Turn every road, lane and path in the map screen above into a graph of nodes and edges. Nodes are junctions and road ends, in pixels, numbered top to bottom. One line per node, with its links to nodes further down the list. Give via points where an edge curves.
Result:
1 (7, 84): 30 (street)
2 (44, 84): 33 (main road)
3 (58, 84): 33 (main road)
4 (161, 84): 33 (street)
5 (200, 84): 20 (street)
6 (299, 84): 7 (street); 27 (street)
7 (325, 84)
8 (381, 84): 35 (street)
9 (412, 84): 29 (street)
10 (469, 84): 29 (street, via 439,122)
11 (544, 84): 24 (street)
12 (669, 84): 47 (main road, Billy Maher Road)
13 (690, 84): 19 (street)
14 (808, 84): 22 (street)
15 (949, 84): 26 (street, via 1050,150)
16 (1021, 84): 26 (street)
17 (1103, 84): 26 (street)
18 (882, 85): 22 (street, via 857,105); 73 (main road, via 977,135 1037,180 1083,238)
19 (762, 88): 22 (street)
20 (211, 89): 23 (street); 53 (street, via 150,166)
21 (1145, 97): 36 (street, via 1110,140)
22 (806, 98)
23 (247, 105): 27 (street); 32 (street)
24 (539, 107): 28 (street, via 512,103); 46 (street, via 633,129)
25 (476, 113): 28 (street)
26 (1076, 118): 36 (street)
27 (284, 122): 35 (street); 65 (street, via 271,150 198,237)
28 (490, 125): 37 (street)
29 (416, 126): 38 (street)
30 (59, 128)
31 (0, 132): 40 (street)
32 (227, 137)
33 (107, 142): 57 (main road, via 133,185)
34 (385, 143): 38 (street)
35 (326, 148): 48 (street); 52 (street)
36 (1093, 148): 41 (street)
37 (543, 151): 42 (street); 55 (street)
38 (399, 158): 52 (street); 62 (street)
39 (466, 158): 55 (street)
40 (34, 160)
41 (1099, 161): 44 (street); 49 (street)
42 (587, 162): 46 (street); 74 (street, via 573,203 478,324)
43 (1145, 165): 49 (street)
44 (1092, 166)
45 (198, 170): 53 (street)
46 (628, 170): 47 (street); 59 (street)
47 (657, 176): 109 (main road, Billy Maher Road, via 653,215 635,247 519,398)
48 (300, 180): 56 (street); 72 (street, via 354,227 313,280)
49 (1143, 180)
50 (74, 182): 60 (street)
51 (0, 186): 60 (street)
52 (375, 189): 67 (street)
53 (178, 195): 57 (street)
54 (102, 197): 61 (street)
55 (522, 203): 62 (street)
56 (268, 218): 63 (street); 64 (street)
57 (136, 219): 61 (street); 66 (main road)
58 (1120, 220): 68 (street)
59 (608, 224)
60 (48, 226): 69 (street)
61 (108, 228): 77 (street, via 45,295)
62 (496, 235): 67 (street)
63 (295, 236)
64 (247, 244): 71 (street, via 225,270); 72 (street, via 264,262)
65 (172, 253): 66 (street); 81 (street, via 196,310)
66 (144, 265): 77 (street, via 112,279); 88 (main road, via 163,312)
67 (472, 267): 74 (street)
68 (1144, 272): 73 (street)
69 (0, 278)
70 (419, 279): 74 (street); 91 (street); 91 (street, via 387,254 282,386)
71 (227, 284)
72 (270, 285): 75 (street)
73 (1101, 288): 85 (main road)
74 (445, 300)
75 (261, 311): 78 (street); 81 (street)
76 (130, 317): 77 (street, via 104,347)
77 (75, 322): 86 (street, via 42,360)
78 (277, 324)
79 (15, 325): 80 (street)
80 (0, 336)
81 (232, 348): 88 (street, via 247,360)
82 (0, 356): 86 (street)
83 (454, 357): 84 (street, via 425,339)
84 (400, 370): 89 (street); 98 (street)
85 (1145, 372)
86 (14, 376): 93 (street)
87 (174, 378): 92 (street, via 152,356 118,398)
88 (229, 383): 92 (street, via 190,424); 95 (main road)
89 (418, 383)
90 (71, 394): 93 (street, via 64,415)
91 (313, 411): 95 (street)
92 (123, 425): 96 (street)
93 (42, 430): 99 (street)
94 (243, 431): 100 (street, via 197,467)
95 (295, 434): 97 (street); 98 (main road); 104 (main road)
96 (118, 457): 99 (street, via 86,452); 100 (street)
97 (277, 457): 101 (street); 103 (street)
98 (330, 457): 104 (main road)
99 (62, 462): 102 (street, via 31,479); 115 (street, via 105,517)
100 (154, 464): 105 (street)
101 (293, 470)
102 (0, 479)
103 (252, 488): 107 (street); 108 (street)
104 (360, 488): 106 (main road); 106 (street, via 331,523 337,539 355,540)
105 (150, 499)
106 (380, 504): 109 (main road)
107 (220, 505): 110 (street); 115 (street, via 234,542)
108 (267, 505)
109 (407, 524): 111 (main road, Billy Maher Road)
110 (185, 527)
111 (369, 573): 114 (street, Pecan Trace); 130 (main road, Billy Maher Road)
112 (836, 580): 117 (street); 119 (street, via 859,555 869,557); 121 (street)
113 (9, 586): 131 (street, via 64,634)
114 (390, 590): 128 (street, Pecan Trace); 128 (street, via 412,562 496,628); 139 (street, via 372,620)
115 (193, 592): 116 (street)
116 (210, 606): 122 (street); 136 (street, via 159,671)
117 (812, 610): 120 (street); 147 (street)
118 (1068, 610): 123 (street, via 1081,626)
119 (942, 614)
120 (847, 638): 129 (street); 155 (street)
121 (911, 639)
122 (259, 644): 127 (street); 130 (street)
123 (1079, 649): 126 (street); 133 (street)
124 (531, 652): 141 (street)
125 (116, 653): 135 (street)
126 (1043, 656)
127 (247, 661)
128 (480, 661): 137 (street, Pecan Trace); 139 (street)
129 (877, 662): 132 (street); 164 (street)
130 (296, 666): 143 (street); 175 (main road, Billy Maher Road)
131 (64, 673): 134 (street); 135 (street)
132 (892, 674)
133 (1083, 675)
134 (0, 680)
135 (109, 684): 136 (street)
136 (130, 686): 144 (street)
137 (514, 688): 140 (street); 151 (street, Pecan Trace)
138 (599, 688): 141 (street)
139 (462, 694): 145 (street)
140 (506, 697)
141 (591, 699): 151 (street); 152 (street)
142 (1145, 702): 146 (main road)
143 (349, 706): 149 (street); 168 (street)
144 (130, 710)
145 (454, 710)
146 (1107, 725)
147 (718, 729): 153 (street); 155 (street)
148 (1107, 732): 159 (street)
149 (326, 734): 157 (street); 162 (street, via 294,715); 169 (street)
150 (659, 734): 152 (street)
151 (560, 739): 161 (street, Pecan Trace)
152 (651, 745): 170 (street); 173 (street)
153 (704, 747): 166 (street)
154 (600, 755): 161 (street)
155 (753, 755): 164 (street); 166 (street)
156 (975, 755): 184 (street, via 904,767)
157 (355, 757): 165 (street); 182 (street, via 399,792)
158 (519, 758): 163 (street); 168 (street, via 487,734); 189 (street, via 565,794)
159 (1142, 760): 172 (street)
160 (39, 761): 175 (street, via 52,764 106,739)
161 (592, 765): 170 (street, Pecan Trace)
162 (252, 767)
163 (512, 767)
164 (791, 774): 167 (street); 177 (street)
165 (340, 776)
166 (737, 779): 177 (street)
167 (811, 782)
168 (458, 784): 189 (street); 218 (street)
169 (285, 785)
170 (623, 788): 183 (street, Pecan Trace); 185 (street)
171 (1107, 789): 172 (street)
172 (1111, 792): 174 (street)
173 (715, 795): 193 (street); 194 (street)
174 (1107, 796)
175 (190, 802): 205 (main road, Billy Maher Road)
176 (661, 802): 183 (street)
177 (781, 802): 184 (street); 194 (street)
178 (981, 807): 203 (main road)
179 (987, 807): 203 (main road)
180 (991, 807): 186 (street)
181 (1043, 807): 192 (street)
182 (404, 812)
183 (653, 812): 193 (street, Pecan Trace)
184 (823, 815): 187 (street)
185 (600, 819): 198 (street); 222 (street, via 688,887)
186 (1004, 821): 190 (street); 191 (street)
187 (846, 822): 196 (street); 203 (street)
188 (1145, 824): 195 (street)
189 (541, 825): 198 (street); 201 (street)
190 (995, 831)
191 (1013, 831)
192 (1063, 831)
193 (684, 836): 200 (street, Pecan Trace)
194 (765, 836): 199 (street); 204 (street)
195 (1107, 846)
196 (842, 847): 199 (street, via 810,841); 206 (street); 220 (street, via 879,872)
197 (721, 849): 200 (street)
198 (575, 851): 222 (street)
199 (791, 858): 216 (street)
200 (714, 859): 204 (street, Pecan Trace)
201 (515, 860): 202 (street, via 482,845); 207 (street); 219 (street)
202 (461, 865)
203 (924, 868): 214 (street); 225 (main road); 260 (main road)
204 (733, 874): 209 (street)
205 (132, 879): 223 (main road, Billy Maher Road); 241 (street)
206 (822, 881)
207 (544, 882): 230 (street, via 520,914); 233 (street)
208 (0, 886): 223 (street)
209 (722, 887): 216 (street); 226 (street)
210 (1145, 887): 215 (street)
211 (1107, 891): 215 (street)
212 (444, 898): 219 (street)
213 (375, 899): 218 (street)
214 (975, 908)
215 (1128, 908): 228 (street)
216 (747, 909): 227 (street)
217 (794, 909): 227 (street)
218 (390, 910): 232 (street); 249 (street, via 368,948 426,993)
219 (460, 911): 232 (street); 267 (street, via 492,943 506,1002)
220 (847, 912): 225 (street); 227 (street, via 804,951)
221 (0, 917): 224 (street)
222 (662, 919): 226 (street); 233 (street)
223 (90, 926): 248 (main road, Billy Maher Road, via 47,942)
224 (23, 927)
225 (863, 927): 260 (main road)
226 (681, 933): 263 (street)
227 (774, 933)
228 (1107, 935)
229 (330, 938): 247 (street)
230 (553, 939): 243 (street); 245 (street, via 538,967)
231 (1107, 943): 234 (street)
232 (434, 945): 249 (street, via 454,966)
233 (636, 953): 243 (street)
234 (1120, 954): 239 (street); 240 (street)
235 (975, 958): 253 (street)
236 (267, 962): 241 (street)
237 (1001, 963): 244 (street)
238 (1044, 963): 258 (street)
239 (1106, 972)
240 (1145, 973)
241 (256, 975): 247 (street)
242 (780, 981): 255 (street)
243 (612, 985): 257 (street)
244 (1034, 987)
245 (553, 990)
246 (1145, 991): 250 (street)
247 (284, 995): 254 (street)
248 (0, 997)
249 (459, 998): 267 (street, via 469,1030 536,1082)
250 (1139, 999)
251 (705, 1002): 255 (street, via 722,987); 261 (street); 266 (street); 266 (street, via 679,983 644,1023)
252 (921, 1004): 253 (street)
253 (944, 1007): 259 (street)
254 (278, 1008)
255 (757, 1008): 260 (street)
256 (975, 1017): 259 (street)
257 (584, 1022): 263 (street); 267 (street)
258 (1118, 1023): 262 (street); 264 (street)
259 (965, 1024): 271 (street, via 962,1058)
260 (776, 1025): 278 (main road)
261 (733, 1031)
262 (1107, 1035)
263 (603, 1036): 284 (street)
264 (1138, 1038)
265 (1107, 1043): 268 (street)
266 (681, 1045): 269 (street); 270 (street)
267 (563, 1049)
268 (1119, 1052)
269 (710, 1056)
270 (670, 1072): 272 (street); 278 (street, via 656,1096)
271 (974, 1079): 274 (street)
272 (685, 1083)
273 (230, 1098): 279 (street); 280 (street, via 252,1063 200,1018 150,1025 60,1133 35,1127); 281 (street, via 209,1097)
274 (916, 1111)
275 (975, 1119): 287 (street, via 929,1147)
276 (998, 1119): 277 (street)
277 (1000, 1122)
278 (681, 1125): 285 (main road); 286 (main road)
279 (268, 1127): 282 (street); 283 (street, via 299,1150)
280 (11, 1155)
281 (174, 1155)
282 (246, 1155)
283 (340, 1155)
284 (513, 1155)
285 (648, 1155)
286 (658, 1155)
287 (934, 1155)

**Exercise aim**
Look through the listing above. Pick out each line with "Maher" and copy it.

**Answer box**
12 (669, 84): 47 (main road, Billy Maher Road)
47 (657, 176): 109 (main road, Billy Maher Road, via 653,215 635,247 519,398)
109 (407, 524): 111 (main road, Billy Maher Road)
111 (369, 573): 114 (street, Pecan Trace); 130 (main road, Billy Maher Road)
130 (296, 666): 143 (street); 175 (main road, Billy Maher Road)
175 (190, 802): 205 (main road, Billy Maher Road)
205 (132, 879): 223 (main road, Billy Maher Road); 241 (street)
223 (90, 926): 248 (main road, Billy Maher Road, via 47,942)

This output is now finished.